• **WORK REQUIRED**:
When the records are reproduced, each one must match exactly, and no picture may be kept.

Stored data entries
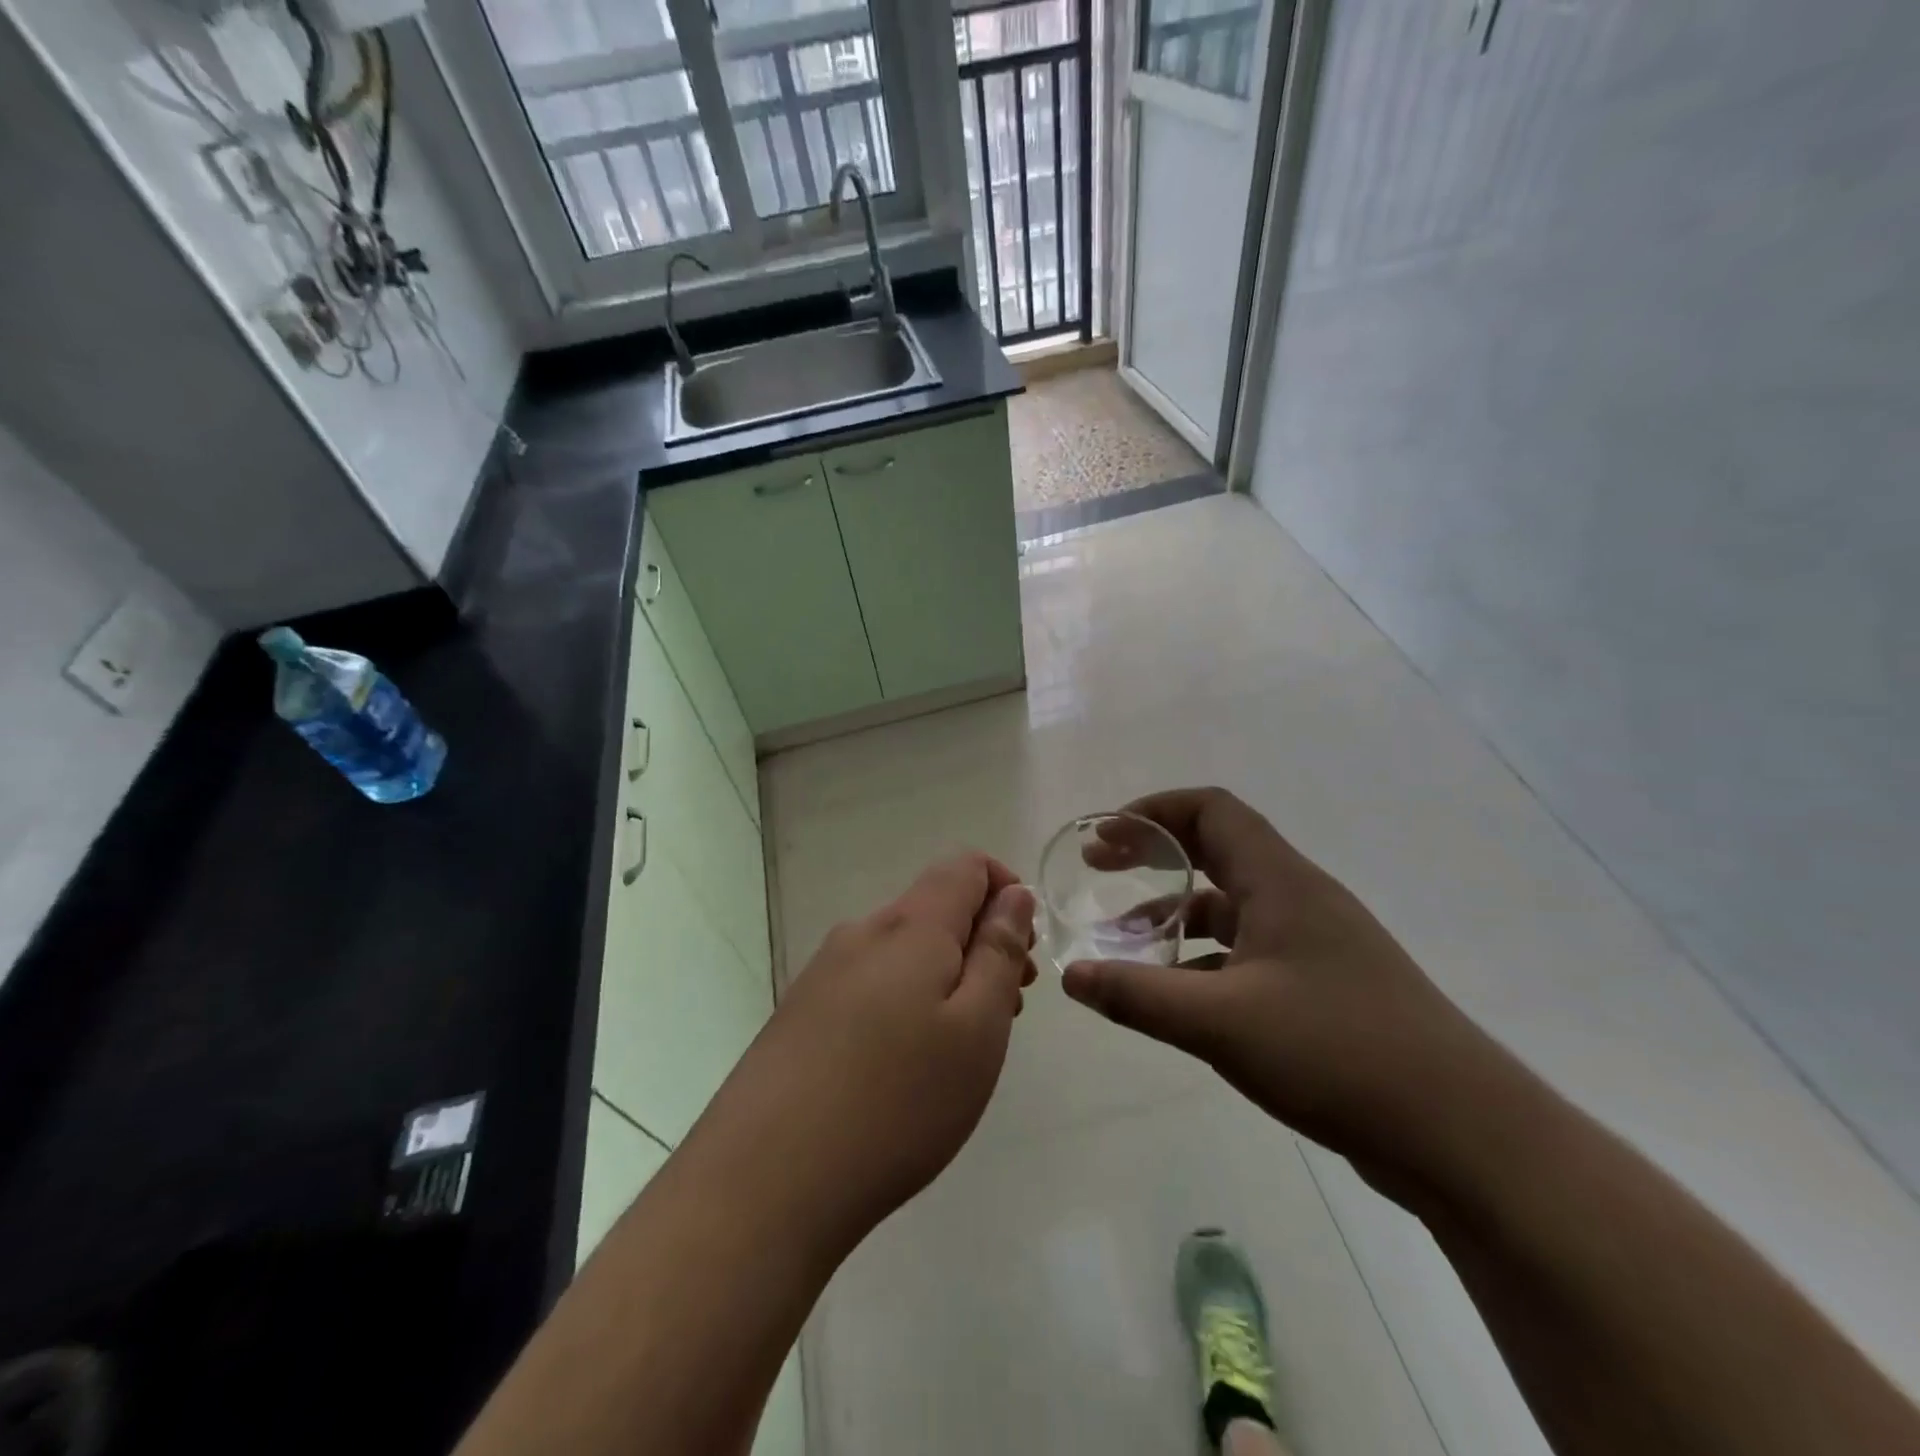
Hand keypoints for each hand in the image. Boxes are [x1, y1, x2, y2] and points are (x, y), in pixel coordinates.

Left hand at [697, 853, 1037, 1247]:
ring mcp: (823, 972)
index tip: (1024, 952)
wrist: (764, 1180)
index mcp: (910, 925)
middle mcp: (862, 932)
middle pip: (934, 907)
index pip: (965, 865)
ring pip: (902, 950)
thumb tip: (1013, 894)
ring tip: (960, 1047)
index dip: (1006, 890)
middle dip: (981, 942)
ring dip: (944, 975)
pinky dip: (905, 1001)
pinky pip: (869, 983)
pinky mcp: (800, 1012)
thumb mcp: (977, 1028)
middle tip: (1007, 1010)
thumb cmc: (897, 1101)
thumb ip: (999, 951)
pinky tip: (902, 1066)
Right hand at [1061, 788, 1499, 1185]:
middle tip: (1099, 869)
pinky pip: (1247, 952)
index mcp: (1280, 881)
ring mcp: (1314, 944)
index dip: (1153, 810)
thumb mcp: (1221, 1022)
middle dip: (1154, 853)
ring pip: (1230, 907)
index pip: (1211, 810)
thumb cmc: (1338, 1052)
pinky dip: (1202, 960)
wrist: (1465, 1135)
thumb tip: (1070, 976)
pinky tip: (1175, 996)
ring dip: (1174, 913)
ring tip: (1122, 941)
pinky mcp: (1323, 988)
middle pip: (1217, 849)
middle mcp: (1298, 899)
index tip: (1105, 836)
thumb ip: (1138, 995)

• **TASK RESULT**:
Hand keypoints for each hand in the image. Boxes are [x1, y1, x2, y2] and points are (x, y), in pixel coordinates.

Left hand at [697, 853, 1037, 1247]:
ring mcp: (823, 972)
index tip: (1024, 952)
wrist: (764, 1180)
index mcp: (910, 925)
middle mcp: (862, 932)
middle pip: (934, 907)
index pip: (965, 865)
ring pip: (902, 950)
thumb tip: (1013, 894)
ring tip: (960, 1047)
index dip: (1006, 890)
middle dip: (981, 942)
ring dip: (944, 975)
pinky dip: (905, 1001)
pinky pip: (869, 983)
pinky mcp: (800, 1012)
thumb mcp: (977, 1028)
middle tip: (1007, 1010)
thumb cmc: (897, 1101)
thumb ip: (999, 951)
pinky tip: (902, 1066)
Right hand at [1061, 788, 1499, 1185]:
middle tip: (1099, 869)
pinky pip: (1247, 952)
index mcp: (1280, 881)
ring mcp: (1314, 944)
index dip: (1153, 810)
thumb mcp: (1221, 1022)
middle dip: (1154, 853)
ring pip: (1230, 907)
index pip: (1211, 810)
thumb cmc: (1338, 1052)
pinky dip: (1202, 960)
wrist: (1465, 1135)
thumb tip: (1070, 976)
pinky tip: (1175, 996)
ring dip: (1174, 913)
ring tip: (1122, 941)
pinky mcp: (1323, 988)
middle pip: (1217, 849)
middle mcp: (1298, 899)
index tip: (1105, 836)
thumb ip: (1138, 995)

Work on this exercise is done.